***** DATA SECTION *****

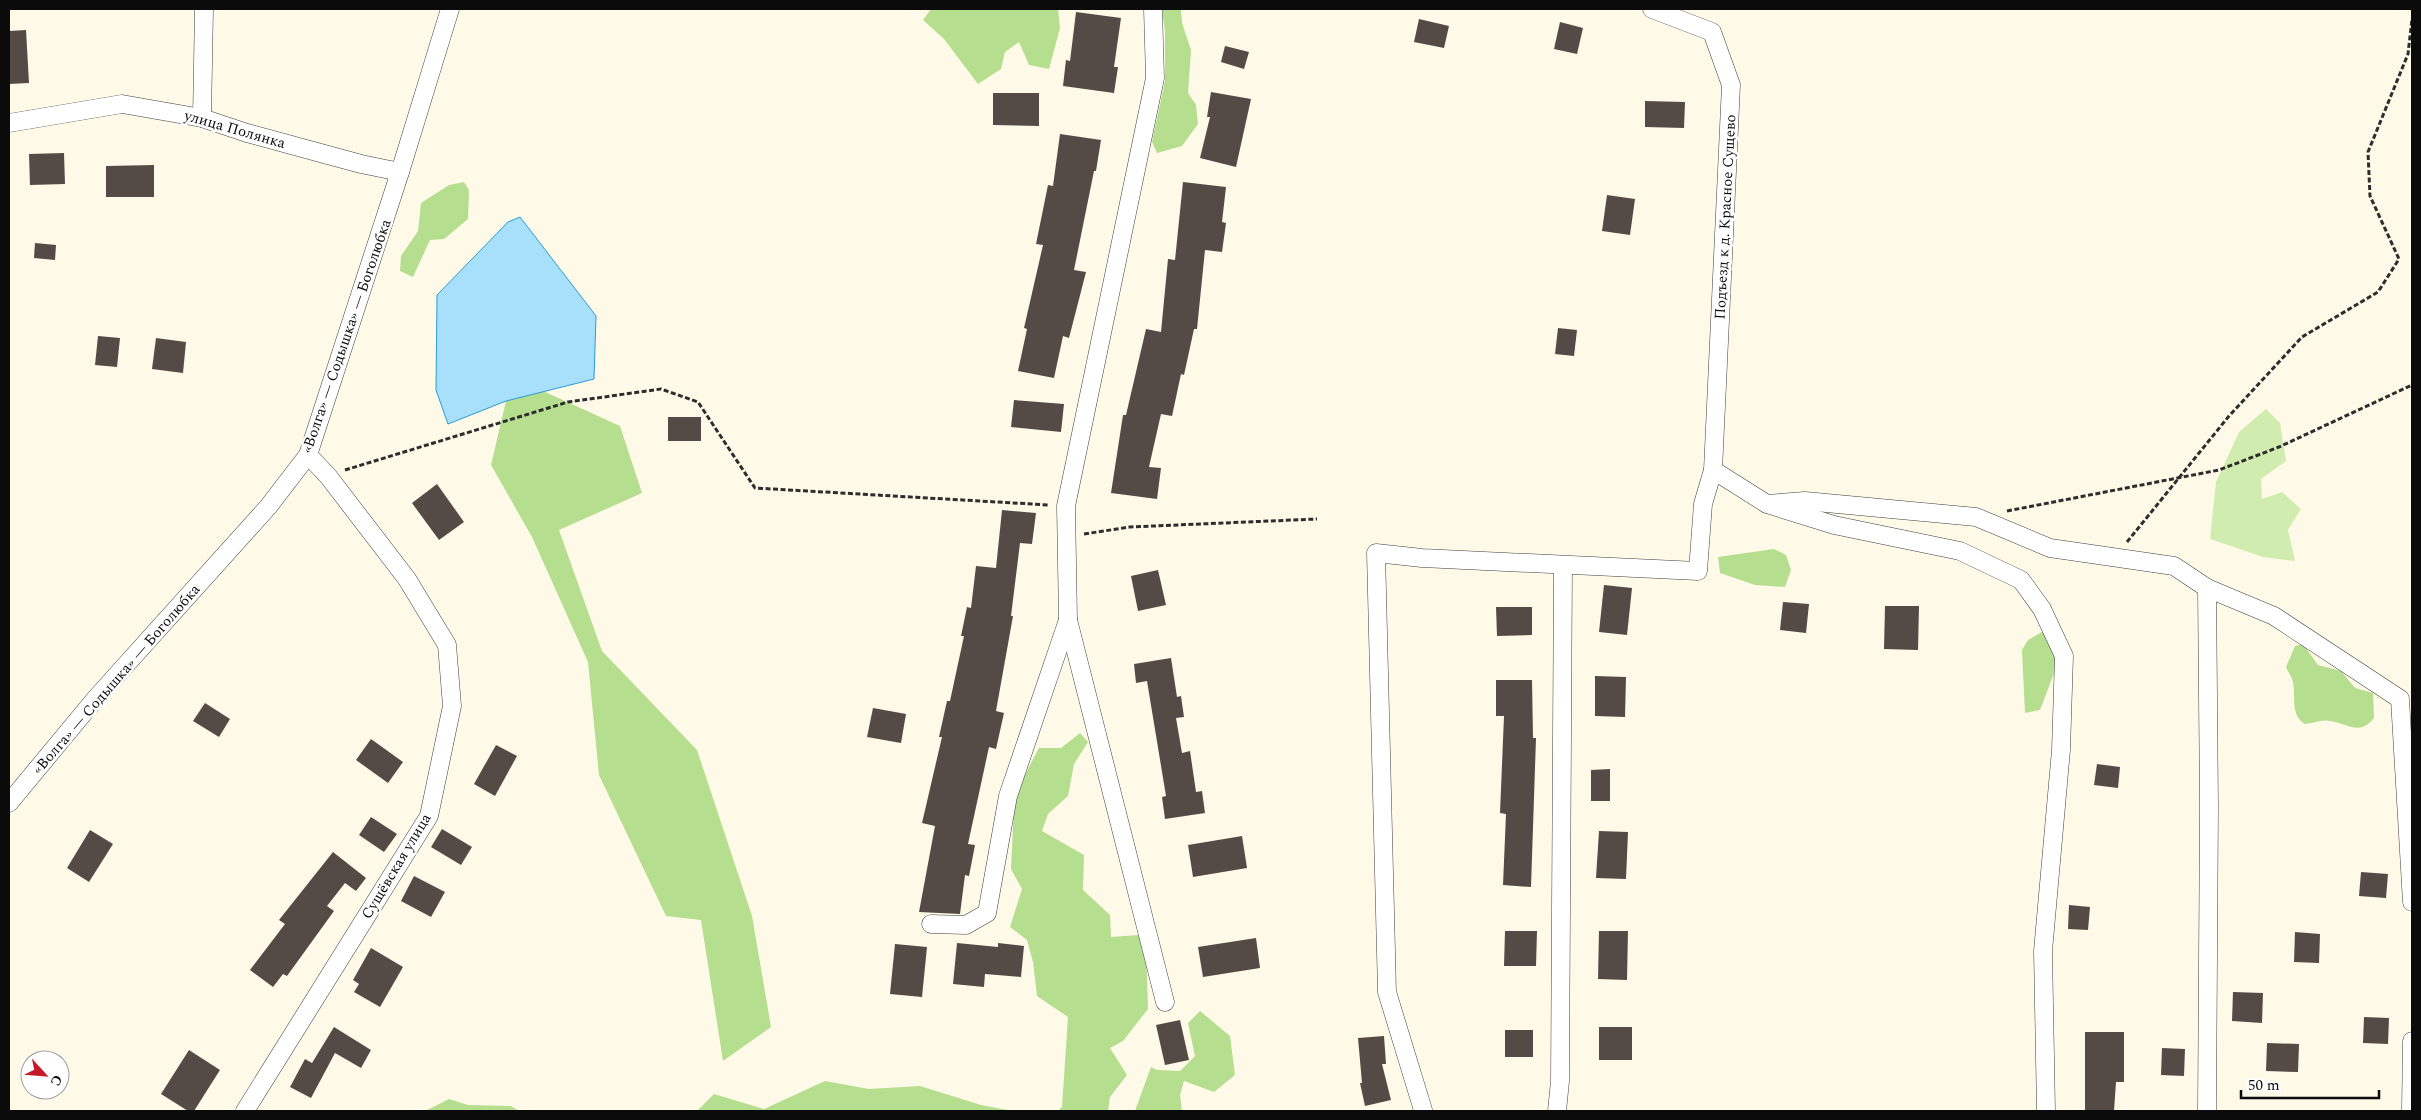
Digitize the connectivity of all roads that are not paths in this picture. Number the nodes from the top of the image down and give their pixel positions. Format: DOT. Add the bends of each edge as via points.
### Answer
graph roads {
  1 [pos="204,9"];
  2 [pos="450,9"];
  3 [pos="1153,9"];
  4 [pos="1652,9"];
  5 [pos="202,118"];
  6 [pos="9,123"];
  7 [pos="400,172"];
  8 [pos="308,455"];
  9 [pos="1713,470"];
  10 [pos="1767,504"];
  11 [pos="1563,565"];
  12 [pos="2207,588"];
  13 [pos="1068,620"];
  14 [pos="9,803"];
  15 [pos="2412,902"];
  16 [pos="932,924"];
  17 [pos="1165,1002"];
  18 [pos="2412,1040"];
  19 [pos="1423,1110"];
  20 [pos="245,1111"];
  21 [pos="1557,1111"];
  22 [pos="2046,1111"];
  23 [pos="2207,1111"];
  24 [pos="2411,1111"];
  1 -- 5 [label="street"];
  2 -- 7 [label="street, «Волга» — Содышка» — Боголюбка"];
  3 -- 13 [label="street" via="1155,78 1066,514"];
  4 -- 9 [label="street, Подъезд к д. Красное Сущево" via="1712,32 1731,84"];
  5 -- 6 [label="street, улица Полянка" via="122,104"];
  5 -- 7 [label="street, улица Полянка" via="342,159"];
  7 -- 8 [label="street, «Волга» — Содышка» — Боголюбка"];
  8 -- 14 [label="street, «Волга» — Содышка» — Боголюбка" via="268,508 96,698"];
  8 -- 20 [label="street, Сущёвская улица" via="328,476 407,580 447,645 452,706 429,816"];
  9 -- 10 [label="street"];
  9 -- 11 [label="street, Подъезд к д. Красное Сущево" via="1703,504 1698,571"];
  10 -- 12 [label="street" via="1804,500 1976,517 2050,548 2174,566"];
  10 -- 22 [label="street" via="1834,525 1960,551 2021,580 2042,609 2064,656 2061,750 2043,951"];
  11 -- 19 [label="street" via="1376,553 1387,992"];
  11 -- 21 [label="street" via="1560,1081"];
  12 -- 15 [label="street" via="2274,616 2400,699"];
  12 -- 23 [label="street"];
  13 -- 16 [label="street" via="1008,796 987,913 966,925"];
  13 -- 17 [label="street"];
  18 -- 24 [label="street"];
}
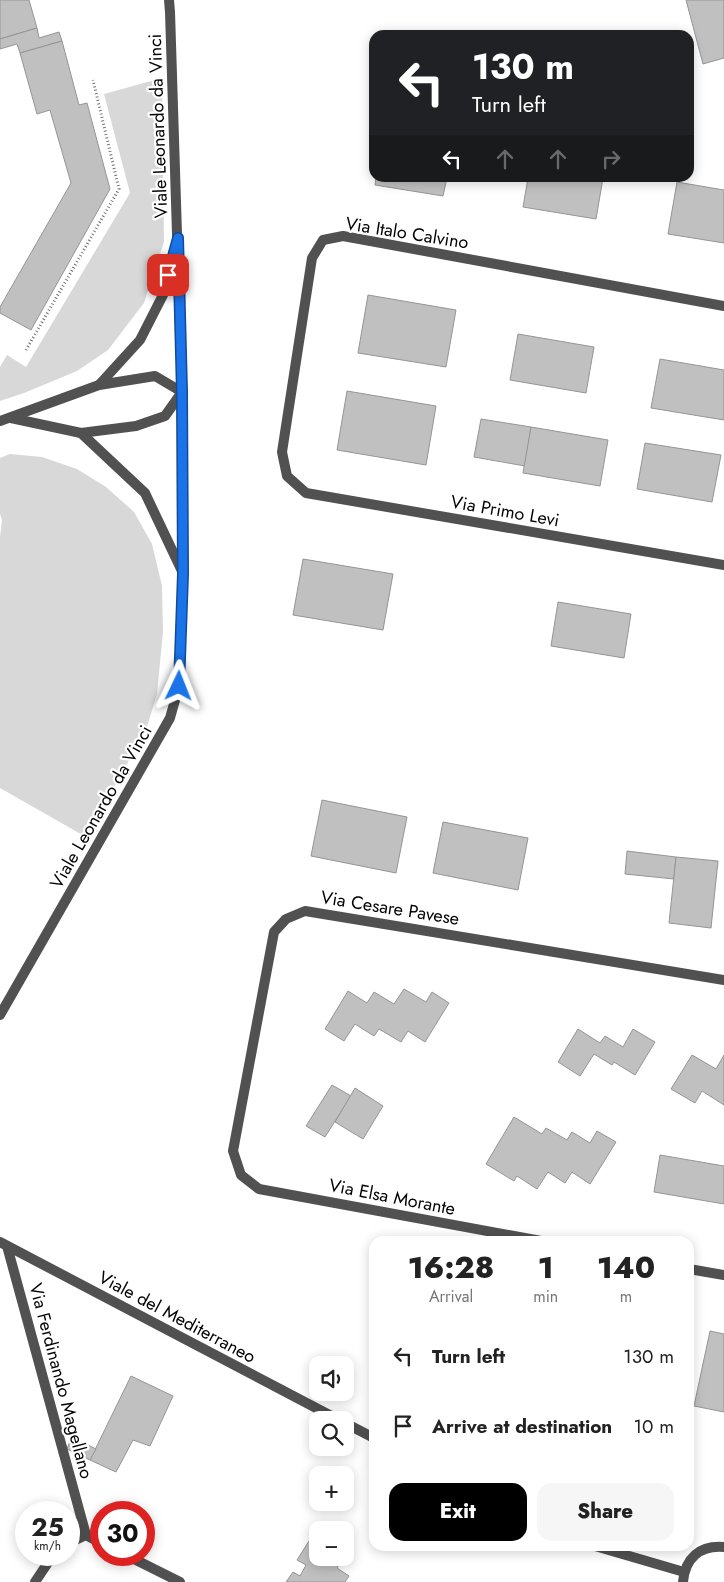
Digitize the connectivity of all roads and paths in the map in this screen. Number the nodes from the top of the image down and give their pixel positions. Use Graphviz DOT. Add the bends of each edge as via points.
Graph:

*****

- _WORK ITEM_
Leaving all pictures aside, quote each record exactly.

- _SOLUTION TO THE EXERCISE_
Digitize the connectivity of all roads that are not paths in this picture. Number the nodes from the top of the image down and give their pixel positions. Format: DOT. Add the bends of each edge as via points.
### Answer
graph roads {
  1 [pos="204,9"];
  2 [pos="450,9"];
  3 [pos="1153,9"];
  4 [pos="1652,9"];
  5 [pos="202,118"];
  6 [pos="9,123"];
  7 [pos="400,172"];
  8 [pos="308,455"];
  9 [pos="1713,470"];
  10 [pos="1767,504"];
  11 [pos="1563,565"];
  12 [pos="2207,588"];
  13 [pos="1068,620"];
  14 [pos="9,803"];
  15 [pos="2412,902"];
  16 [pos="932,924"];
  17 [pos="1165,1002"];
  18 [pos="2412,1040"];
  19 [pos="1423,1110"];
  20 [pos="245,1111"];
  21 [pos="1557,1111"];
  22 [pos="2046,1111"];
  23 [pos="2207,1111"];
  24 [pos="2411,1111"];
  1 -- 5 [label="street"];
  2 -- 7 [label="street, «Волга» — Содышка» — Боголюбка"];
  3 -- 13 [label="street" via="1155,78 1066,514"];
  4 -- 9 [label="street, Подъезд к д. Красное Сущево" via="1712,32 1731,84"];
  5 -- 6 [label="street, улица Полянка" via="122,104"];
  5 -- 7 [label="street, улица Полянка" via="342,159"];
  7 -- 8 [label="street, «Волга» — Содышка» — Боголюбка"];
  8 -- 14 [label="street, «Волга» — Содышка» — Боголюбка" via="268,508 96,698"];
  8 -- 20 [label="street, Сущёвская улица" via="328,476 407,580 447,645 452,706 429,816"];
  9 -- 10 [label="street"];
  9 -- 11 [label="street, Подъезд к д. Красное Сущево" via="1703,504 1698,571"];
  10 -- 12 [label="street" via="1804,500 1976,517 2050,548 2174,566"];
  10 -- 22 [label="street" via="1834,525 1960,551 2021,580 2042,609 2064,656 2061,750 2043,951"];
  11 -- 19 [label="street" via="1376,553 1387,992"];
  11 -- 21 [label="street" via="1560,1081"];
  12 -- 15 [label="street" via="2274,616 2400,699"];
  12 -- 23 [label="street"];
  13 -- 16 [label="street" via="1008,796 987,913 966,925"];
  13 -- 17 [label="street"];
  18 -- 24 [label="street"];
}
Digitize the connectivity of all roads and paths in the map in this screen. Number the nodes from the top of the image down and give their pixel positions. Use Graphviz DOT. Add the bends of each edge as via points.
Graph:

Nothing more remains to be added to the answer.